This technique can be used for Ambrotypes, Tintypes or glass negatives.
You start with a very VERY clean glass plate, OR a Tintype Sheet OR a black anodized aluminum plate. Blackened metal plates do NOT get treated with this cleaner mix as it’ll damage the glossy black layer, resulting in dull grey images.
A Cleaner recipe:
1/3 Calcium Carbonate (marble, white chalk – powdered)
1/3 Distilled Water
Take a 1 liter glass bottle and fill with equal parts of the ingredients above. Mix well, then use a clean cotton bud or paper towel to clean your glass until it is squeaky clean. Do not hesitate to use some force but also do not forget to carefully wipe off all excess chalk from the edges.
Then, choose one the following recipes:
Recipe 1 – salted collodion (‘Old workhorse’ by John Coffer)
0.85 grams Cadmium Bromide
0.7 grams Ammonium Bromide
3 ml distilled water
2 grams Potassium Iodide
100 ml grain alcohol (190 proof)
120 ml Plain collodion USP (Not the flexible collodion)
50 ml Ether
In a small glass beaker/ jar dissolve the 0.85 grams of Cadmium Bromide and the 0.7 grams of ammonium Bromide into 3 ml of distilled water.
Using a glass stirring rod mix until fully dissolved. You can warm the mixture over a low heat source if needed.
Add 2 grams of Potassium Iodide and again, dissolve completely
Finally, add the 100 ml alcohol
In a separate container, add 120 ml of plain collodion and 50 ml ether. Mix the ether TO the collodion, not the other way around. Stir well.
Add part A to part B and stir to mix it. Let this mixture sit for several days to allow it to settle. Do not disturb the sediment when pouring off into a small bottle with a screw cap.
Whatever you do – Do not pour this solution down the drain as it will block up your pipes – permanently!

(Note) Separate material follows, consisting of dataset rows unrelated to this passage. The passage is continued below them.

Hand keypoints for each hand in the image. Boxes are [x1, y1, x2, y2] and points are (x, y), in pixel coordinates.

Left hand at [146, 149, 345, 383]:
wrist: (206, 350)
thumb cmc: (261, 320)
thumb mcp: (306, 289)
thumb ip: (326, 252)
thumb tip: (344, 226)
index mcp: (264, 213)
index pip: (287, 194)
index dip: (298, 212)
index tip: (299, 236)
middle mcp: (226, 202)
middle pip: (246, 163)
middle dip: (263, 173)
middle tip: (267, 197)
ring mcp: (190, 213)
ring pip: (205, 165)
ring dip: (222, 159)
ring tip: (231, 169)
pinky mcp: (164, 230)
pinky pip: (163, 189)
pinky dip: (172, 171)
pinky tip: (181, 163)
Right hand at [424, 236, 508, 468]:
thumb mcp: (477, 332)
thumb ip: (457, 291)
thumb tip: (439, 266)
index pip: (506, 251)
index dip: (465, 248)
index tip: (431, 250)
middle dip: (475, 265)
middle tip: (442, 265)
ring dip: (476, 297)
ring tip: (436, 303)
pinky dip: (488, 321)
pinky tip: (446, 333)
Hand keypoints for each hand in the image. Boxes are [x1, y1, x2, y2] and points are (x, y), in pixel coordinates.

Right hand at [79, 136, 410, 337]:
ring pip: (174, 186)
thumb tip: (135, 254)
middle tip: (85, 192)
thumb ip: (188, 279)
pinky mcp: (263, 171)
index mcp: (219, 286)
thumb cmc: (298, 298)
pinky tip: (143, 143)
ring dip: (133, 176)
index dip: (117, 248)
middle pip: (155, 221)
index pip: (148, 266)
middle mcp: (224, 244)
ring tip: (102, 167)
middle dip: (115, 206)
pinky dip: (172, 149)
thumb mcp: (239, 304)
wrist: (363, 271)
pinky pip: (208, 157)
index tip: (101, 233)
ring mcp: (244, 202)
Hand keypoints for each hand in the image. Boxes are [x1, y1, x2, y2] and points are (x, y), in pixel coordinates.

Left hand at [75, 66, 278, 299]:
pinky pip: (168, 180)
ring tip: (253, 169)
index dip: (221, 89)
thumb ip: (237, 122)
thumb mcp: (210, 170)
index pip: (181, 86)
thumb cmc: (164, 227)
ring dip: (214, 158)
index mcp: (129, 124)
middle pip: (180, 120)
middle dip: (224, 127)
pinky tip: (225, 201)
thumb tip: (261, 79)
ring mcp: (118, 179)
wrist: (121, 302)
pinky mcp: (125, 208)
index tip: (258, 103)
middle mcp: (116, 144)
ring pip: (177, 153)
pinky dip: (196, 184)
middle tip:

recipe 2 – ‘Poor Boy’/ ‘Poe boy’ by John Coffer (this is what I use)
240 ml plain collodion
300 ml denatured alcohol
6 ml distilled water
3 grams potassium bromide
5 grams potassium iodide
Add Alcohol to the Collodion
Add Potassium Bromide to water until dissolved. Then add potassium iodide till dissolved.
Add part A to part B and allow to settle for a few days. Pour off into a separate bottle with a screw-cap.
Pour this onto the plate, either from the center and then swirl it outwards (like baking a pancake) or let it flow diagonally across the plate from a top corner to a bottom one. Pour off any excess if needed.
Then, in a darkroom (red light or darkness only) place the plate into a silver bath, which could be a horizontal tray, or a vertical bath – which consist of
36 grams Silver nitrate
400 ml Distilled water
Add silver nitrate to water and mix well, then filter it through a coffee filter of something similar.
Before you use this bath for the first time, take a coated glass plate and leave it to sit in the bath overnight, to remove the next morning. The bath is now “seasoned” for use.
Take the plate out of the bath, lets the excess moisture drip off for a second or two and wipe the back with a paper towel. Then place it in a plate holder for your camera, with the collodion surface facing the lens.
All area’s that are moist (wet), will develop after exposure – so depending on the climate you are in, the weather and temperatures on the day – you will have anywhere between 2-10 minutes to expose and develop your plate.
I have found that with my fresh Poor Boy mixture (after 1 week ripening), I get decent results with 8-15 seconds on f5.6 on a cloudy day. Obviously this will differ per camera, per lens and per area of the world you are in.